* _ACTIVITY_
Your answer should be every line of the entries that has the string "Ohio" in it.

* _INFORMATION_

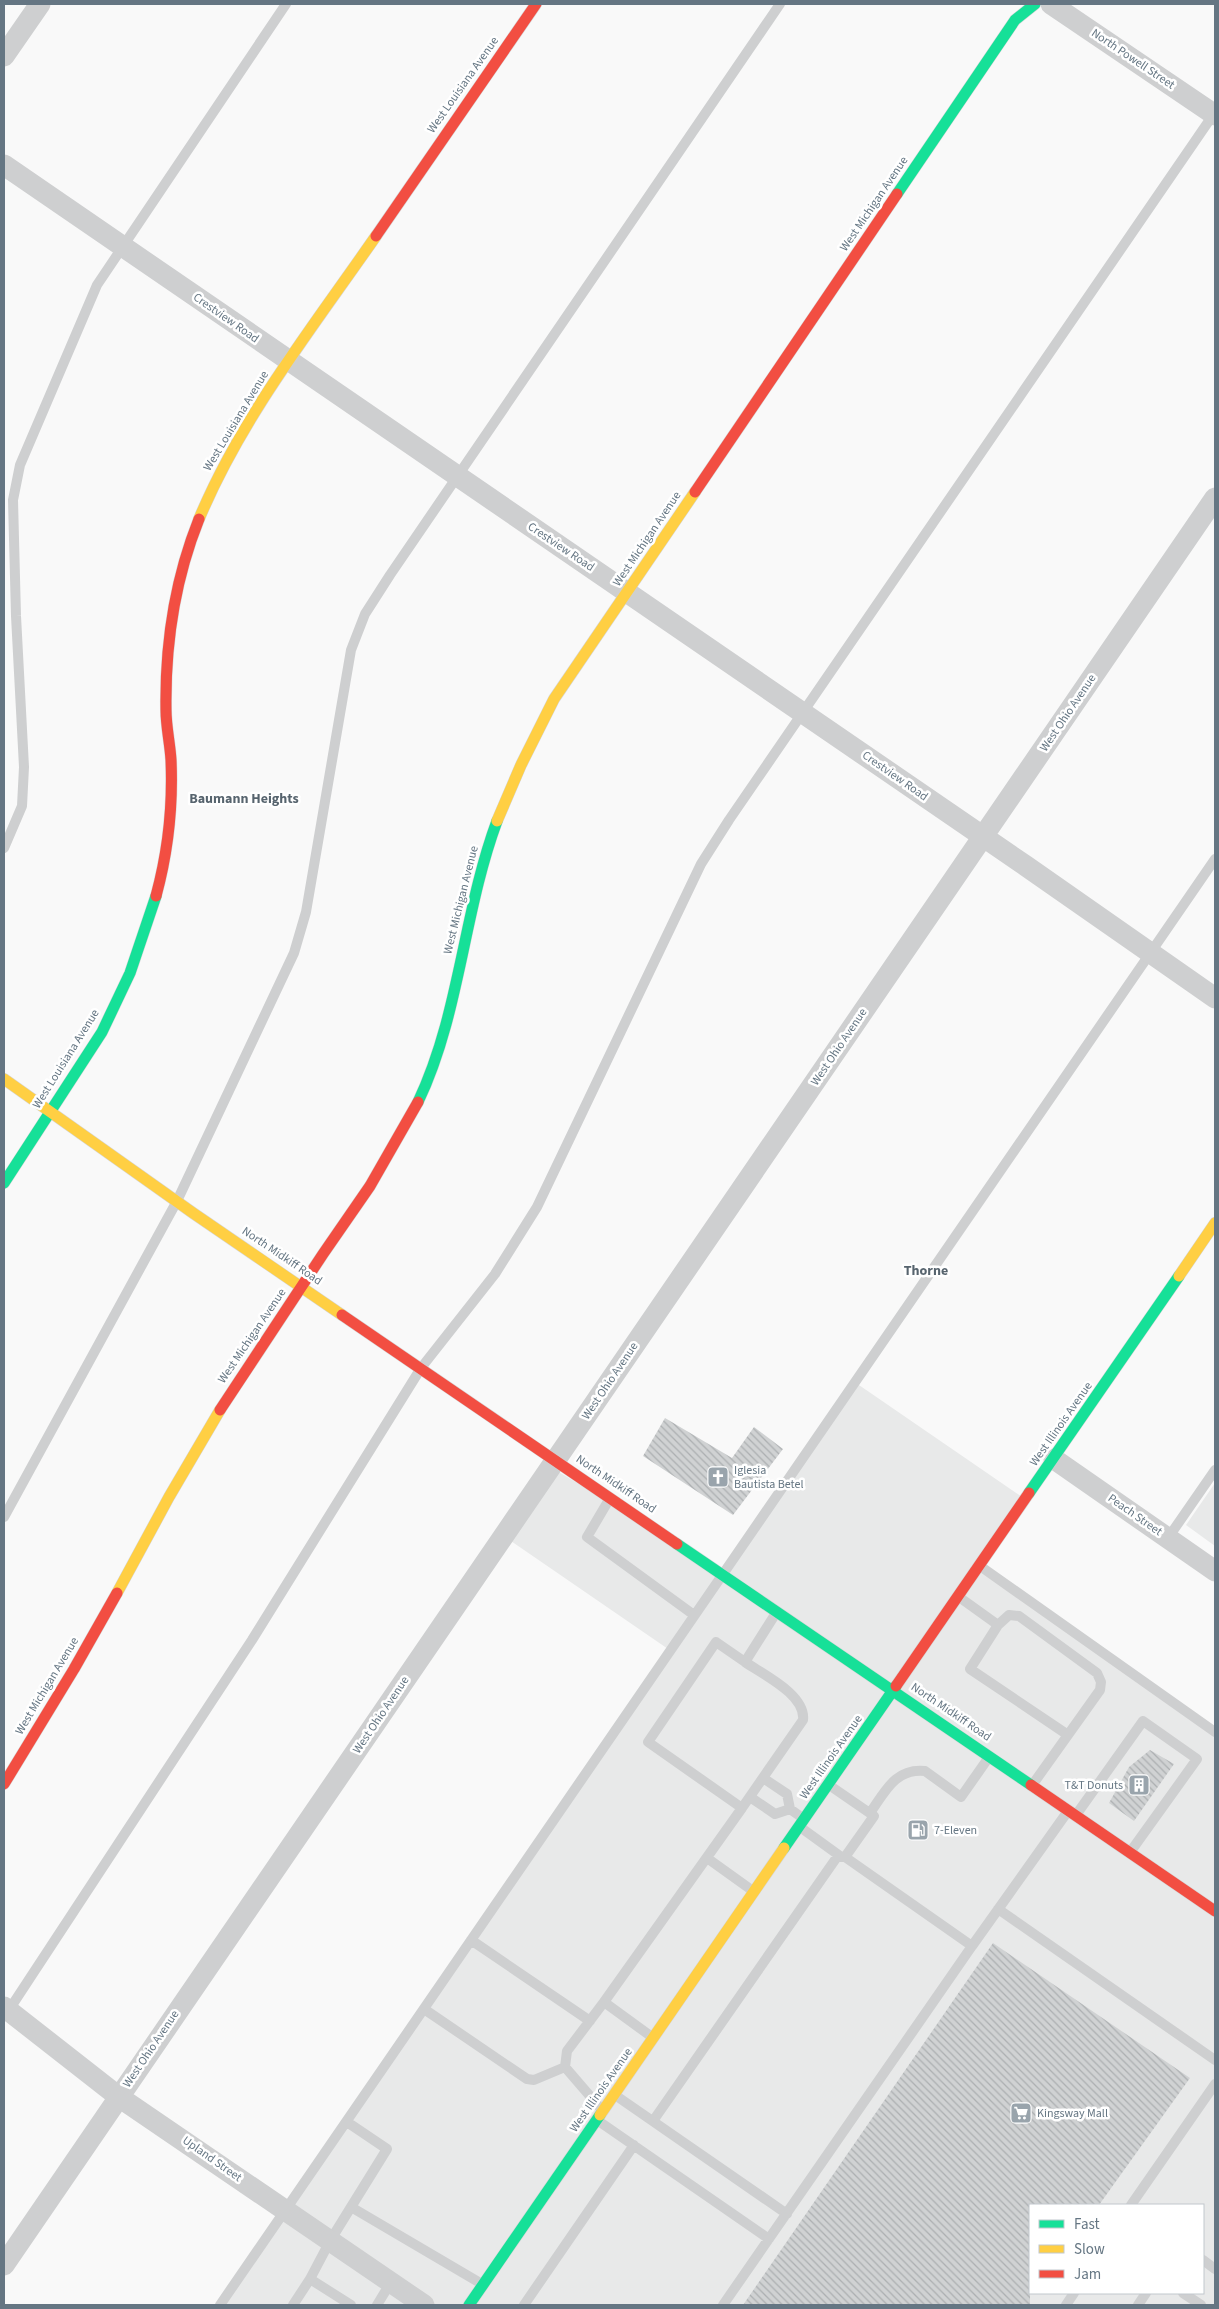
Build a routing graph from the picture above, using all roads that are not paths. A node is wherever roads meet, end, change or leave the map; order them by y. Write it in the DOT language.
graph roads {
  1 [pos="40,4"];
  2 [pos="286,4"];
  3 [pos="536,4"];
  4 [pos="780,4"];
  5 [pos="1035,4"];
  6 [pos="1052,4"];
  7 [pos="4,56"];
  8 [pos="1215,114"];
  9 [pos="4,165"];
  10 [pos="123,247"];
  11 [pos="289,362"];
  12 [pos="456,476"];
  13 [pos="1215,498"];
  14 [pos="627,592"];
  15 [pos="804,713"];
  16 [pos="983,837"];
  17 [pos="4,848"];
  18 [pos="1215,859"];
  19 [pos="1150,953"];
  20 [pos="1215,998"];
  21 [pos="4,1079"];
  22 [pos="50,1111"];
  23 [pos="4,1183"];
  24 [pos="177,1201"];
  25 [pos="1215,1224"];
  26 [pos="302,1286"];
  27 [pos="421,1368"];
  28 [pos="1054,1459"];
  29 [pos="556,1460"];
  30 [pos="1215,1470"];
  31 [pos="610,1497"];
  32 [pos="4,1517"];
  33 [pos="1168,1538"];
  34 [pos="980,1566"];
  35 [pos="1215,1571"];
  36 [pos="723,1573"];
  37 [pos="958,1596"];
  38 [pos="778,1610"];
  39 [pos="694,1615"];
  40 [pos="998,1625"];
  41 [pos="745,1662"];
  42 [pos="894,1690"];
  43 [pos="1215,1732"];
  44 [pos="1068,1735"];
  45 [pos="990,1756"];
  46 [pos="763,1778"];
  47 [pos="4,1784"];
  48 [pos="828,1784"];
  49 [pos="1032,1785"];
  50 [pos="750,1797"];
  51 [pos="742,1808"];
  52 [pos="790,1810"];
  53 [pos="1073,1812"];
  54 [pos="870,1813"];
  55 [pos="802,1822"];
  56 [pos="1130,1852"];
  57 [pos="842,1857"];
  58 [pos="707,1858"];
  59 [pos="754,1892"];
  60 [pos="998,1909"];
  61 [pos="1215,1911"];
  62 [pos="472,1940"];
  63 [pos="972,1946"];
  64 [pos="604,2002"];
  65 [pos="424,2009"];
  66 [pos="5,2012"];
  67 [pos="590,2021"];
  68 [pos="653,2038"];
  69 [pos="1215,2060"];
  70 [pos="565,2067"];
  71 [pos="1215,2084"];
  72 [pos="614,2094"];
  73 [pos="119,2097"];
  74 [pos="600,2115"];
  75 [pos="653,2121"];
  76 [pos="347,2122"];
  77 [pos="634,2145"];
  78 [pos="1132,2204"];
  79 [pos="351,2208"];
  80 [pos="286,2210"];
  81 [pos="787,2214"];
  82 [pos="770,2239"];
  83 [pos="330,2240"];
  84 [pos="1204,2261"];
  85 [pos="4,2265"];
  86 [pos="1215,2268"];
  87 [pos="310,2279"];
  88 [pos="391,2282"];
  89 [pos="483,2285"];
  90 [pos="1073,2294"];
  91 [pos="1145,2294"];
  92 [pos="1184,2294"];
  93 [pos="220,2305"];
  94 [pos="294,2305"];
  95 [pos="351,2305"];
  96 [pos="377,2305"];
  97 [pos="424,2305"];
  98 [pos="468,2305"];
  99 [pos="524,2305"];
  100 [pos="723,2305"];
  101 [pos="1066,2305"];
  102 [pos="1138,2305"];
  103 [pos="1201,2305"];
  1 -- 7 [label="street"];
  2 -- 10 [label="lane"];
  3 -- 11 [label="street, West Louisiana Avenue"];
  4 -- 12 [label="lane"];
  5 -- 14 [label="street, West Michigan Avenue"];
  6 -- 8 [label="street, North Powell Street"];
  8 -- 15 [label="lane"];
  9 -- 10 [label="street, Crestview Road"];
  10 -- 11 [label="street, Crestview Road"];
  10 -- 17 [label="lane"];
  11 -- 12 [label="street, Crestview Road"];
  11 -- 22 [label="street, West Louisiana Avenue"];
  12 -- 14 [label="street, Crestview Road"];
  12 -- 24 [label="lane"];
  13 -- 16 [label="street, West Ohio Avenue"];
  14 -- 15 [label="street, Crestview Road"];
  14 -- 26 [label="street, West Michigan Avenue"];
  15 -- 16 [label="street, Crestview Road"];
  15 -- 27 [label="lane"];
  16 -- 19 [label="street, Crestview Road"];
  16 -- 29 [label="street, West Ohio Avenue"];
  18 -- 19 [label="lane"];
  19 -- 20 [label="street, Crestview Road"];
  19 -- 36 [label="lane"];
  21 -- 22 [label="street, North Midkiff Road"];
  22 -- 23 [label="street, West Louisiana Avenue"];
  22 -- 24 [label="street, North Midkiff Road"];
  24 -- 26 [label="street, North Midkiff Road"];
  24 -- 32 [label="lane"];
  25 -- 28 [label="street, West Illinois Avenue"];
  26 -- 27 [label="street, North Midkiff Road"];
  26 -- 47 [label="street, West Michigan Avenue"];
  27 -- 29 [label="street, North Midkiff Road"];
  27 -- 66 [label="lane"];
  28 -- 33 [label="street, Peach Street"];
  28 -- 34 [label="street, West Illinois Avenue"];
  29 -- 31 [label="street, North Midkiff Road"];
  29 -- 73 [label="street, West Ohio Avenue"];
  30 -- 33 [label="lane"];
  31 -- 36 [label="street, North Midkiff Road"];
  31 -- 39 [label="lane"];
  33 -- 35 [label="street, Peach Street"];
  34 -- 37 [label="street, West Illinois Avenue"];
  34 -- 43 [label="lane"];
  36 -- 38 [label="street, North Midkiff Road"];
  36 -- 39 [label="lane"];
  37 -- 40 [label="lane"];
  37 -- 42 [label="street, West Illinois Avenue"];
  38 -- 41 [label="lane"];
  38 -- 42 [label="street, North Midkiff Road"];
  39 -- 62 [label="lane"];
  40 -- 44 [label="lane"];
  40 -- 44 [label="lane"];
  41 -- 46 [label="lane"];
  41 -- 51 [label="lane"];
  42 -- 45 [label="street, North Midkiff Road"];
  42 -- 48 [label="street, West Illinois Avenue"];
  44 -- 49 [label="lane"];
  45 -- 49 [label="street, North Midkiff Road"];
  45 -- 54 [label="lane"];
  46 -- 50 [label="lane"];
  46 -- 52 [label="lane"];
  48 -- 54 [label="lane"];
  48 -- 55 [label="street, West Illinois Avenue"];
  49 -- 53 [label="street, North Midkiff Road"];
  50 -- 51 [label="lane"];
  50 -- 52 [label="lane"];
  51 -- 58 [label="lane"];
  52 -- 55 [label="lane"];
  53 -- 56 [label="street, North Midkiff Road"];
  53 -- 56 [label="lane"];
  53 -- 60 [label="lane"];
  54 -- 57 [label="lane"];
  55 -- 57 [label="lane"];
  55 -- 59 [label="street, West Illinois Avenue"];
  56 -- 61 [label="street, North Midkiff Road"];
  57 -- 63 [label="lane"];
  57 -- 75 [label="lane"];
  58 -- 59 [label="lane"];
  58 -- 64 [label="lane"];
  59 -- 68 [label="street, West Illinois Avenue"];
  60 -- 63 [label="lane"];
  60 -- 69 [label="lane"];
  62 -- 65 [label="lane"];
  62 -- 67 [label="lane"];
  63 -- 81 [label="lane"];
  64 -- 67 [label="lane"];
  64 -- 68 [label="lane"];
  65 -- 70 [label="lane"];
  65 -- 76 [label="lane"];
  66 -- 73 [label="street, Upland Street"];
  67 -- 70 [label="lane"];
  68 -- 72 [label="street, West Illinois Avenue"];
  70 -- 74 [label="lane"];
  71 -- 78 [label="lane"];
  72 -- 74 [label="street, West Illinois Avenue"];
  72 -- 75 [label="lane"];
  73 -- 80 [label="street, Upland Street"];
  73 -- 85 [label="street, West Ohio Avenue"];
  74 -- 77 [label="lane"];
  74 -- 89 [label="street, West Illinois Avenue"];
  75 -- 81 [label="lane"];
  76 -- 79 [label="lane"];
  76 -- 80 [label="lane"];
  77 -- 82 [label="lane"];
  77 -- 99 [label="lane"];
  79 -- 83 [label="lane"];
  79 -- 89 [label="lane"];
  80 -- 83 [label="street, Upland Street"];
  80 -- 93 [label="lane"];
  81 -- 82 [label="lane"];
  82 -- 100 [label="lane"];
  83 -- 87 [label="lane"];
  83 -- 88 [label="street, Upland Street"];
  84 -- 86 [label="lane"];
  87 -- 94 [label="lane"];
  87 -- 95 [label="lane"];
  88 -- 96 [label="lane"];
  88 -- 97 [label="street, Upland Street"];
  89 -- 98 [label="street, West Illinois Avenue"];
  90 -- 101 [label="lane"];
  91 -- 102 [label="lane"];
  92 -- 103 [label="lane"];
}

* _RESULT OF THE TASK_
  13 -- 16 [label="street, West Ohio Avenue"];
  16 -- 29 [label="street, West Ohio Avenue"];
  29 -- 73 [label="street, West Ohio Avenue"];
  73 -- 85 [label="street, West Ohio Avenue"];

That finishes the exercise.